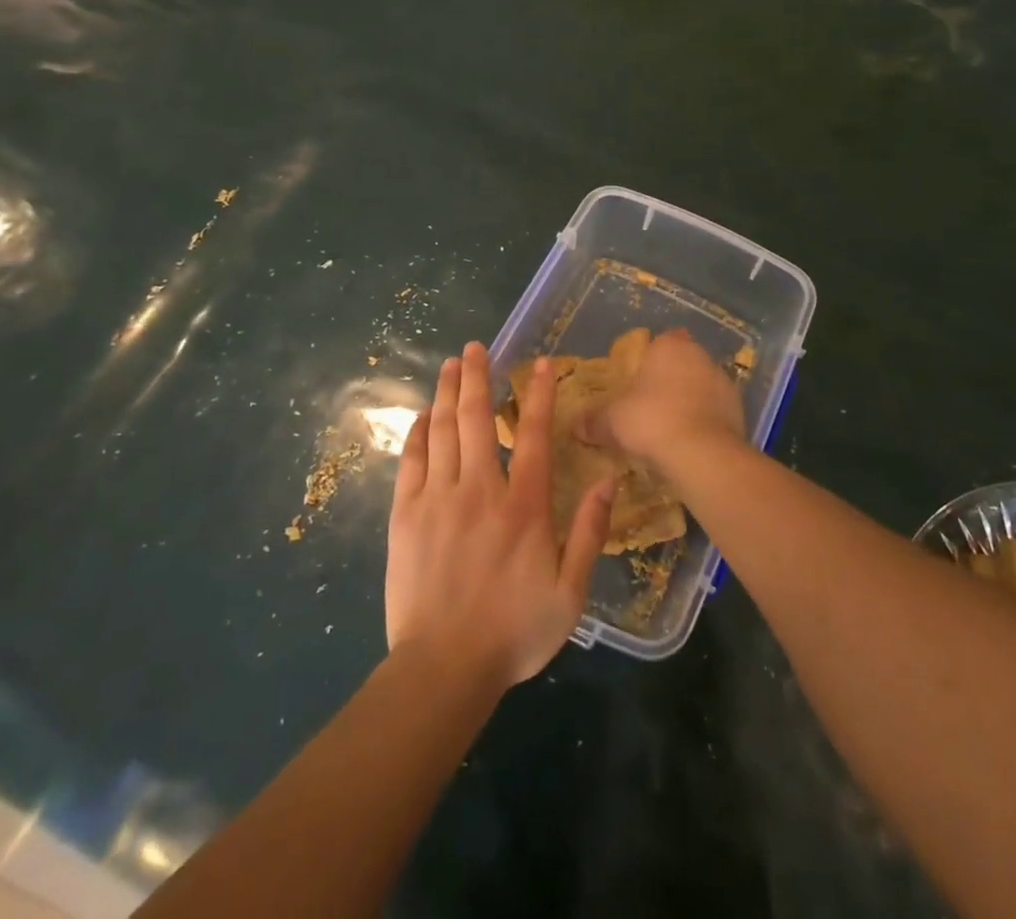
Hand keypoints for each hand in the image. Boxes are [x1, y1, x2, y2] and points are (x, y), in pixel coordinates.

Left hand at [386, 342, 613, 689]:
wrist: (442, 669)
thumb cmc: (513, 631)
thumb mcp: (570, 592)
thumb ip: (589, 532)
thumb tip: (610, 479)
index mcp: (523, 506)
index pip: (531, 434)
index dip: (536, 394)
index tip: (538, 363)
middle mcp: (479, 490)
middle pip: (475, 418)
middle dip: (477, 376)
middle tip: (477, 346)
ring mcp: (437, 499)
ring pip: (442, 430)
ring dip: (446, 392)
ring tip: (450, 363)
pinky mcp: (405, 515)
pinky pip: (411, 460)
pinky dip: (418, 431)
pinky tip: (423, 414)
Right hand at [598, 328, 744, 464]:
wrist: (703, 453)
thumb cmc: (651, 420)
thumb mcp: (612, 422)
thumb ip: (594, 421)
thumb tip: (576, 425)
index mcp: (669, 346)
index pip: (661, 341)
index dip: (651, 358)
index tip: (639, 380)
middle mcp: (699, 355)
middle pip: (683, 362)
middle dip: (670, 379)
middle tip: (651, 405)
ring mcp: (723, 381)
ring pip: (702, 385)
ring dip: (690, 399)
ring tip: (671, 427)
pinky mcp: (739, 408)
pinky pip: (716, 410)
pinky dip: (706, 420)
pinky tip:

* Your objective
Repeat exactly the lines above from the one with "middle dip: (477, 376)" up to and including the one with "thumb mcp: (612, 422)". No other line belongs in the reply.

* Task output
middle dip: (477, 376)
middle tip: (477, 346)
ring mcp: (437, 499)
ring pip: (442, 430)
ring dip: (446, 392)
ring tip: (450, 363)
pinky mcp: (405, 515)
pinky pip: (411, 460)
pinky dip: (418, 431)
pinky tip: (423, 414)
Right hand at [598, 328, 744, 464]:
wrist: (703, 453)
thumb cmc: (651, 420)
thumb mcp: (612, 422)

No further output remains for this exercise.